Which of the lines below hold "points"? Please return each one.

Source material ::
● ● ● ●

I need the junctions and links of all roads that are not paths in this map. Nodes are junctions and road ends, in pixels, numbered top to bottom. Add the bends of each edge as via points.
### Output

● ● ● ●

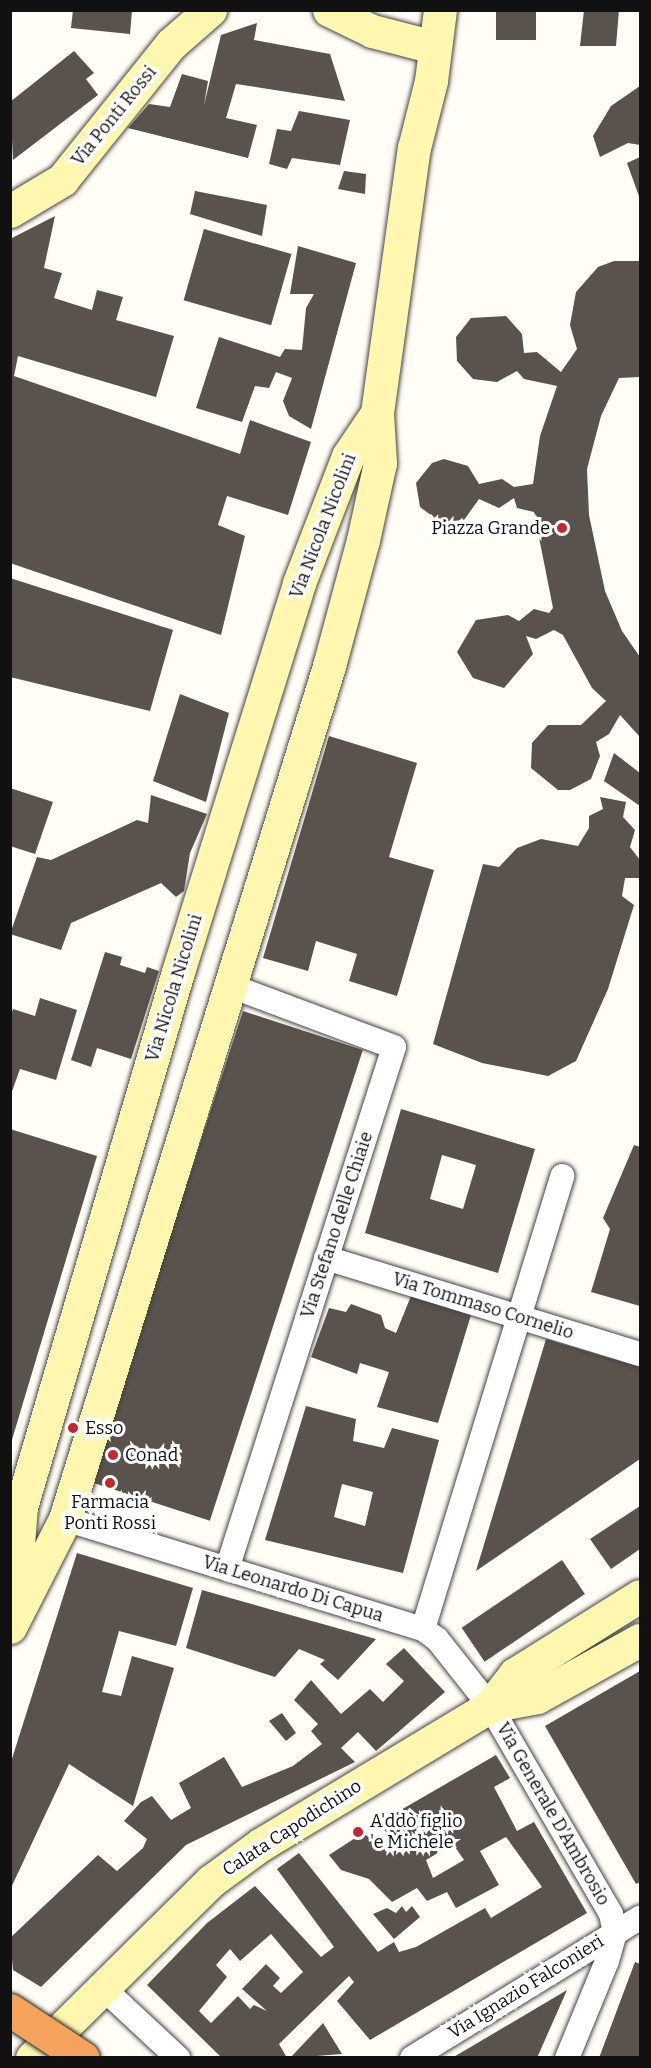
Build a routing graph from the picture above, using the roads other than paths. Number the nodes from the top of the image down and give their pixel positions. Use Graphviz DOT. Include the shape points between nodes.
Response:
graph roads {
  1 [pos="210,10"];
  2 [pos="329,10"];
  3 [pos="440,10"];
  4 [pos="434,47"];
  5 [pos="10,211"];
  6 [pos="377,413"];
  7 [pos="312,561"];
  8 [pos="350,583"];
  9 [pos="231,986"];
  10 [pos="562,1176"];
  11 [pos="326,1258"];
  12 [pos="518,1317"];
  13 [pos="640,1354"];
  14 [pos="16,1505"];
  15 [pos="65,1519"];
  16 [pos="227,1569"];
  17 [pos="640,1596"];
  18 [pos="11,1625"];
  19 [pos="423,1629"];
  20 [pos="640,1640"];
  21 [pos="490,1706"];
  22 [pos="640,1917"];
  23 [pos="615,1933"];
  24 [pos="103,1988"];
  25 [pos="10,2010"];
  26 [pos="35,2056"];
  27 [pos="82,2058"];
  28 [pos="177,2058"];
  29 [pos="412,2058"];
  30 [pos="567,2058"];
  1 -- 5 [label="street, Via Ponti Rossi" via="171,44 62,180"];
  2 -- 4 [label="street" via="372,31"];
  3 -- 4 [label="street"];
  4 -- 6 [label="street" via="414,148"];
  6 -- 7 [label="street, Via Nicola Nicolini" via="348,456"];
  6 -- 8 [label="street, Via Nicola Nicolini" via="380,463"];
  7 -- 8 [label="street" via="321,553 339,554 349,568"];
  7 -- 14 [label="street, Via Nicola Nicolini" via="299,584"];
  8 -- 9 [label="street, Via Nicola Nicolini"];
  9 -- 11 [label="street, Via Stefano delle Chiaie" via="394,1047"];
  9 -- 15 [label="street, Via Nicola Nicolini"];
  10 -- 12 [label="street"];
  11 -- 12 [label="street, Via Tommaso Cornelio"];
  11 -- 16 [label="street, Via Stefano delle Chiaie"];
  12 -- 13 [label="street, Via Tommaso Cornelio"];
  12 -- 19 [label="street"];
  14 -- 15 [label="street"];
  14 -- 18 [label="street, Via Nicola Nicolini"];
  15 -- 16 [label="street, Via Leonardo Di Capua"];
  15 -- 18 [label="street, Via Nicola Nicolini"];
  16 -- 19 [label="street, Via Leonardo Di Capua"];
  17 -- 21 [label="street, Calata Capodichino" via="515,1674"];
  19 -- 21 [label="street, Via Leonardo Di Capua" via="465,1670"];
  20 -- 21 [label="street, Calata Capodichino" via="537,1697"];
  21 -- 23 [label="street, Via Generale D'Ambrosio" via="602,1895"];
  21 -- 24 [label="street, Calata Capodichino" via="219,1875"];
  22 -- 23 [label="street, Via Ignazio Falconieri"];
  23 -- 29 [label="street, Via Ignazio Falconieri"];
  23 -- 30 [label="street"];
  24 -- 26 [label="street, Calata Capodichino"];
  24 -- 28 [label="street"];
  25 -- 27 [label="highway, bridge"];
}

● ● ● ●

Exercise output ::
I need the junctions and links of all roads that are not paths in this map. Nodes are junctions and road ends, in pixels, numbered top to bottom. Add the bends of each edge as via points.
Build a routing graph from the picture above, using the roads other than paths. Number the nodes from the top of the image down and give their pixel positions. Use Graphviz DOT. Include the shape points between nodes.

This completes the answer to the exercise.